Vinti i malanni di stagione che, il mese scorso, li avevano costretti a cancellare alcune date, i quattro si presentano sul palco del Caracol con una setlist generosa e compatta che intrattiene e diverte la platea accorsa per vederli in azione. Rita “Lilith”, lady in black e frontwoman che sa prendersi la scena molto meglio di tanti colleghi maschietti, interpreta ogni canzone con passione e coinvolgente trasporto; Tony, coi suoi immancabili occhiali scuri, è sempre garanzia di precisione, essenzialità e solidità alla batteria; Iride fa da efficace supporto elettrico alla seconda chitarra (quartetto senza basso, in omaggio ai primi Cramps) e poi c’è lui, Dome La Muerte, osannato idolo locale, ma anche leggenda del rock ‘n’ roll italiano tutto, il figlio che Keith Richards avrebbe voluto avere. Un’ora e mezza tirata e senza pause tra una canzone e l’altra, una scaletta che ha ripercorso quasi tutta la discografia del gruppo, tra brani della primissima ora come “Baron Samedi” (contenuta nell’Ep “Strange Dolls” del 1982, registrato prima dell’arrivo di Dome La Muerte) altre gemme provenienti dagli “altri” anni Ottanta come “Goin’ down“, “Crawling” (ripescata dall’Ep “Black ‘n’ wild“) “Land of nothing” (dal mini-album del 1983, ma pubblicato solo nel 2003 da Area Pirata) “I stopped yawning” (da “Flash on you“) lo strumentale “Surfin’ dead blues” (posto in apertura delle danze e tratto dall’Ep “Jesus loves his children“) “Lost bay” e “Suicide temple” (dal primo vero e proprio Lp, “Sinnermen“) passando per il nuovo corso (“Lady Wine“, dall’Ep omonimo, e poi una selezione di pezzi del nuovo long playing: “Love beat“, “Down she goes“, “Dirty time“, “Deep eyes“, “Don’t give up“) il tutto condito dalla consueta manciata di cover: dal classico surf “Pipeline” (che negli anni Ottanta gli valse i complimenti di Johnny Thunders, il quale diceva che la loro versione suonasse meglio della sua!) “Primitive” dei Groupies/Cramps, “I need somebody” degli Stooges, “Venus in furs” dei Velvet Underground, una concitata “Fire of Love” dei Gun Club e l’incendiario rifacimento di “I just wanna make love to you” di Willie Dixon con cui i NM chiudono sempre le loro esibizioni.

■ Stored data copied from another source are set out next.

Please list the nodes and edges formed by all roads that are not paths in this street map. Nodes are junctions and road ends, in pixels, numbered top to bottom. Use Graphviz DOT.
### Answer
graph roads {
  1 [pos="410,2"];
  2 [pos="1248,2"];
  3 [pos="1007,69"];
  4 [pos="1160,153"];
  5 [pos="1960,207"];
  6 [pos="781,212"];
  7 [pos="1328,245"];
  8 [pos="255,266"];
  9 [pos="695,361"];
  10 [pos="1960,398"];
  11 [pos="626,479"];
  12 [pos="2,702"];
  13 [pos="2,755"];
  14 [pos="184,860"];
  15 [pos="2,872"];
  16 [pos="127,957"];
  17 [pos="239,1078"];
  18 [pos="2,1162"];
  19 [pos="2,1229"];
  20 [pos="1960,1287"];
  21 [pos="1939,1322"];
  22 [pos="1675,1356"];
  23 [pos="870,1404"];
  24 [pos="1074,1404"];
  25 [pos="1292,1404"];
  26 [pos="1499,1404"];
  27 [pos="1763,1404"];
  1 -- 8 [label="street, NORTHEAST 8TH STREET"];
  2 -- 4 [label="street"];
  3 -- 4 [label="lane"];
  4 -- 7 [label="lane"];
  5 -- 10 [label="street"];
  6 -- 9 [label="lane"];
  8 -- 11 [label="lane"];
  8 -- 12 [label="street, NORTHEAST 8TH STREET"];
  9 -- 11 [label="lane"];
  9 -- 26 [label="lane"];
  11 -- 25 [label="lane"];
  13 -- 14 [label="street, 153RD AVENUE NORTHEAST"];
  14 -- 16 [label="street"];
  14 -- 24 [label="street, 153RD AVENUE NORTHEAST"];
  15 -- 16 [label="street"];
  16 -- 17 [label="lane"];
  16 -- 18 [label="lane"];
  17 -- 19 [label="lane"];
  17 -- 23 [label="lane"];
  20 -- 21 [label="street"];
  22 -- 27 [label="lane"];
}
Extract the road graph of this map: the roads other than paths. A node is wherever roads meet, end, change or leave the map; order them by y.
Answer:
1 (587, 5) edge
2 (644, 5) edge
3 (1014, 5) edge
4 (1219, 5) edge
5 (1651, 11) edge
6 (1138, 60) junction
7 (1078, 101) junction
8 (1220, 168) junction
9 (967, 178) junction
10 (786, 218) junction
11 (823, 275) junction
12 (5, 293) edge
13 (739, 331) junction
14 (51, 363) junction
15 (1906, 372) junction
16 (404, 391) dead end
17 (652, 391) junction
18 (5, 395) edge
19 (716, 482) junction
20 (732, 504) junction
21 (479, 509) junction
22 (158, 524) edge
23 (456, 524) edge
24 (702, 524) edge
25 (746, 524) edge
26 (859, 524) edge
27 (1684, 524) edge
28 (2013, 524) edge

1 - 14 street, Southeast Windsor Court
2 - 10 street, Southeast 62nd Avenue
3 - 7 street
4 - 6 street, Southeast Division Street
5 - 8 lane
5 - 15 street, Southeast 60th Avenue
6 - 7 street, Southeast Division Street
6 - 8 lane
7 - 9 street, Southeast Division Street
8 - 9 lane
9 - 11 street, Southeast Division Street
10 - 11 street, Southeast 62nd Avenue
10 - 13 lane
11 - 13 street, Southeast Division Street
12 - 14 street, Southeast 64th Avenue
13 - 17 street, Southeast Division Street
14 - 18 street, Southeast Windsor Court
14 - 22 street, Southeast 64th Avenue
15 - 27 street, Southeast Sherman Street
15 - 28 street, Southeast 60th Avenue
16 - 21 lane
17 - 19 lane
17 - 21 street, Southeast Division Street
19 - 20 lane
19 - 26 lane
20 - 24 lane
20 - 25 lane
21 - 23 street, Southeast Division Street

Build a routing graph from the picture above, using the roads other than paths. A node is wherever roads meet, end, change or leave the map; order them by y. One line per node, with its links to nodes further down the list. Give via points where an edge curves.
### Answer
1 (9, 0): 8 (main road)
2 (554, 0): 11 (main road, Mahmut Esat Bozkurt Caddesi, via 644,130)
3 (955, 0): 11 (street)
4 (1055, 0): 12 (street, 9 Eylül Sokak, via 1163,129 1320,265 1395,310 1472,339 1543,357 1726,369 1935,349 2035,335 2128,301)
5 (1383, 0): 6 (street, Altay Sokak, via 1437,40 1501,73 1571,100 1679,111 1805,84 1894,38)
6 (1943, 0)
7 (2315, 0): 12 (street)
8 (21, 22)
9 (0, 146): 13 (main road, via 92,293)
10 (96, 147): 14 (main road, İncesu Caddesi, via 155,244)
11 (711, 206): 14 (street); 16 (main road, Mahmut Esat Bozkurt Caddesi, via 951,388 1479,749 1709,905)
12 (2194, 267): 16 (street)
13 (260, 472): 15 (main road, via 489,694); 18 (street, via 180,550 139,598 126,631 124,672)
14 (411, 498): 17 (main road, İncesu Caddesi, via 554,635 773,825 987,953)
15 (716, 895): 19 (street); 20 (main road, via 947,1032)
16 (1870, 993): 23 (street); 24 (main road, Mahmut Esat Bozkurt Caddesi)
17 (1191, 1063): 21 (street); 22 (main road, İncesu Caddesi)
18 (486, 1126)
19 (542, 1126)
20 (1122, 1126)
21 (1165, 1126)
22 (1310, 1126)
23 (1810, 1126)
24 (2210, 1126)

Un concerto dei Not Moving (LTD) è sempre un evento da ricordare. Lo stile e la mentalità sono qualità che si acquisiscono con pratica, sudore, attitudine ed esperienze di vita e non si comprano al (super)mercato (e del resto, se hanno ricevuto apprezzamenti e attestati di stima da gente come Joe Strummer/Clash e Johnny Thunders, tra gli altri, non è certo per grazia ricevuta, ma per la caparbietà/costanza della loro proposta e del loro talento. P.S.: Iggy Pop, smettila di fare il coglionazzo coi Maneskin e passa i Not Moving sul tuo programma radiofonico alla BBC!) e i nostri confermano di essere parte, in Italia, dell’underground che resiste alle mode mainstream e alle derive del mercato/marketing musicale di algoritmi, autotune e altre aberrazioni spersonalizzanti. E finalmente la loro autenticità è stata omaggiata da un riconoscimento (meritatissimo, aggiungiamo) “alla carriera” assegnato a Dome e soci alla ventiseiesima edizione del premio intitolato al cantautore Piero Ciampi a Livorno, un avvenimento che sicuramente ripaga questi/e eterni/e ragazzi/e di tanti sforzi e sacrifici fatti, dal 1981 a oggi, per portare in giro la loro musica senza compromessi e coltivare un sogno R’N’R. La battaglia va avanti (speriamo ancora per tanti anni) e lo spirito continua. Lunga vita agli outsider!